NTC’s directive didn’t sit well with some Filipinos who saw the move as a “band-aid solution.”

“Lol [laughing out loud] band-aid [solution] hahahaha anong magagawa niyan,” a Twitter user said in response to the initiative.

“Today in doing the bare minimum,” another online user commented.

Others believed that NTC should actively conduct an investigation instead.

“I got one from NTC just now. But what we need is regulation and an investigation. How is our data being handled,” a different Filipino wrote.

“Well and good, but I hope the NTC and the telcos are also looking into how these scammers acquired so many phone numbers in the first place,” commented another Twitter user.

NTC is mandated to regulate and supervise the provision of public telecommunications services.

Based on its website, its mission is to “maintain a responsive regulatory environment for an effective telecommunications or ICT (information and communications technology) sector.

The agency also envisions itself as a “world class regulatory agency meeting the challenges of the digital world” by 2025.

The National Privacy Commission on Tuesday said that a global organized syndicate could be behind the barrage of spam messages victimizing Filipinos.

According to NPC Commissioner Raymund Liboro, it is unlikely that the SMS came from contract tracing systems given the huge chunk of mobile numbers that were illegally obtained.

“Ito ay isang international global na sindikato ang gumagawa nito at gumagamit ng mga numero na nakuha nila sa ibang paraan, malalaking database po na ginagamit nila dito,” he was quoted as saying in a Palace briefing.

“Maaring nanggaling sa mga dating na-breach o na-hack. Ginagalugad na rin natin ang dark web para malaman kung merong nag-trade ng numbers ng mga Pilipino diyan,” Liboro added.

NPC also advised entities that are collecting information, particularly for contact tracing purposes, to ensure that the data are protected.

Smart has stepped up its efforts to stop the proliferation of spam text messages by blocking mobile numbers, as well as web domains and IP addresses used by scammers.

“We protect our customers and block these suspicious accounts on several layers. We block fraudulent accounts based on mobile numbers associated with fraud. But since mobile numbers may be easily replaced, we also block on the domain and IP address levels, as soon as we have evidence that a specific domain is used as a platform by scammers,” Angel Redoble, PLDT and Smart chief information and security officer, said this week.

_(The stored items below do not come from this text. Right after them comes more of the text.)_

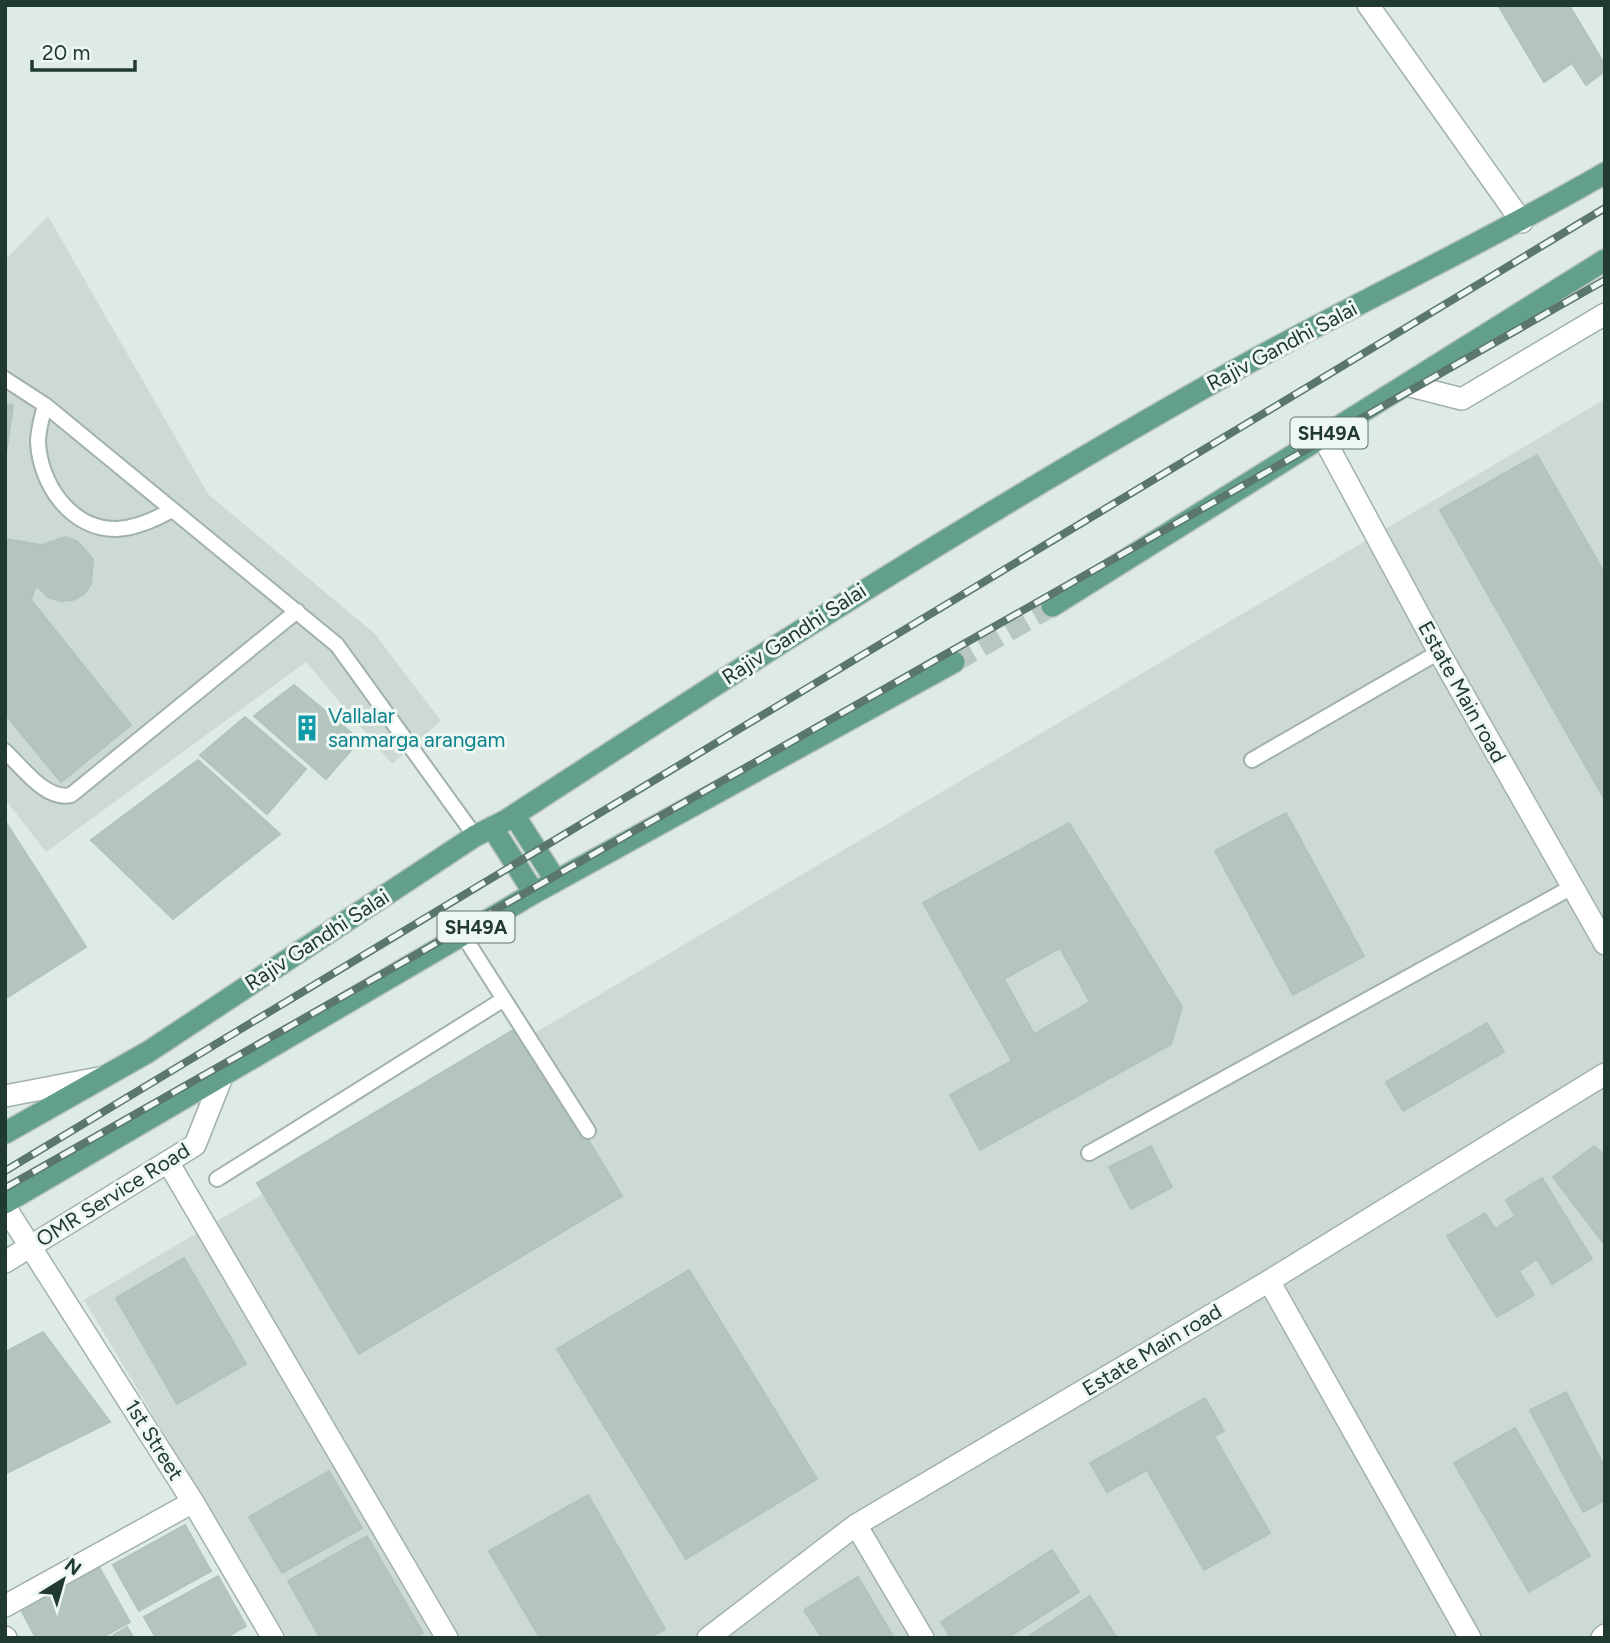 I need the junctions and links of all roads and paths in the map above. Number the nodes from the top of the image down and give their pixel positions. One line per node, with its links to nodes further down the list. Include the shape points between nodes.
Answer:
1 (1368, 5): 3 (street)
2 (1605, 173): 3 (main road, Rajiv Gandhi Salai)
3 (1522, 222): 17 (main road, Rajiv Gandhi Salai, via 1249,363 993,509)
4 (1605, 260): 7 (main road, SH49A)
5 (1605, 314): 7 (street, via 1462,399)
6 (5, 379): 8 (lane)
7 (1407, 384): 9 (main road, SH49A)
8 (45, 405): 10 (lane); 10 (lane, via 38,440 41,468 51,490 69,510 95,526 117,529 156,519)
9 (1322, 437): 11 (main road, SH49A); 13 (street, Estate Main road)
10 (173, 509): 12 (lane)
11 (1052, 606)
12 (298, 611): 15 (lane, via 71,795 50,793); 18 (lane, via 337,645)
13 (1439, 652): 16 (lane); 20 (street, Estate Main road)
14 (954, 662): 19 (main road, SH49A)
15 (5, 751)
16 (1252, 760)
17 (514, 815): 18 (main road, Rajiv Gandhi Salai); 19 (main road)
18 (484, 832): 21 (main road); 26 (main road, Rajiv Gandhi Salai)
19 (556, 881): 21 (main road, SH49A)
20 (1572, 887): 23 (street, Estate Main road); 31 (lane)
21 (534, 893): 22 (main road, SH49A)
22 (463, 935): 24 (lane); 27 (main road, SH49A)
23 (1605, 944)
24 (504, 999): 29 (lane); 33 (lane)
25 (1605, 1074): 37 (street, Estate Main road)
26 (103, 1077): 28 (street); 30 (main road, Rajiv Gandhi Salai)
27 (222, 1077): 32 (street, OMR Service Road, via 195,1145); 34 (main road, SH49A)
28 (5, 1096)
29 (588, 1131)
30 (5, 1133)
31 (1089, 1153)
32 (168, 1162): 35 (street, OMR Service Road); 42 (street)
33 (217, 1179)
34 (5, 1205): 35 (street, 1st Street)
35 (31, 1246): 36 (street, OMR Service Road); 38 (street, 1st Street)
36 (5, 1262)
37 (1269, 1281): 39 (street, Estate Main road); 45 (street)
38 (193, 1502): 40 (street); 41 (street, 1st Street)
39 (856, 1525): 43 (street, Estate Main road); 44 (street)
40 (5, 1606)
41 (273, 1638)
42 (447, 1638)
43 (708, 1638)
44 (923, 1638)
45 (1470, 1638)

Globe, on the other hand, said it has deactivated confirmed spam numbers and blocked millions of spam messages this year.

It also said that it terminates numbers of detected spammers through its systems, including those reported in its “Stop Spam” webpage.

“We take unsolicited and fraudulent messages seriously, and protecting Globe customers from these scams remains a top business priority,” Anton Bonifacio, Globe chief information security officer, said.

ALSO READ: Telcos issue reminders for subscribers amid influx of spam messages

NTC on Wednesday admitted that it would be a challenge to trace the influx of phishing messages since the perpetrators used prepaid mobile numbers, which are unregistered.

NTC Deputy Commissioner Edgardo Cabarios said that telcos only have a database of clients using postpaid numbers.

“Kapag talaga prepaid mahirap ma-trace,” he shared in an interview.

Cabarios said that a mandatory SIM card registration is needed to deter text scams and other cybercrimes.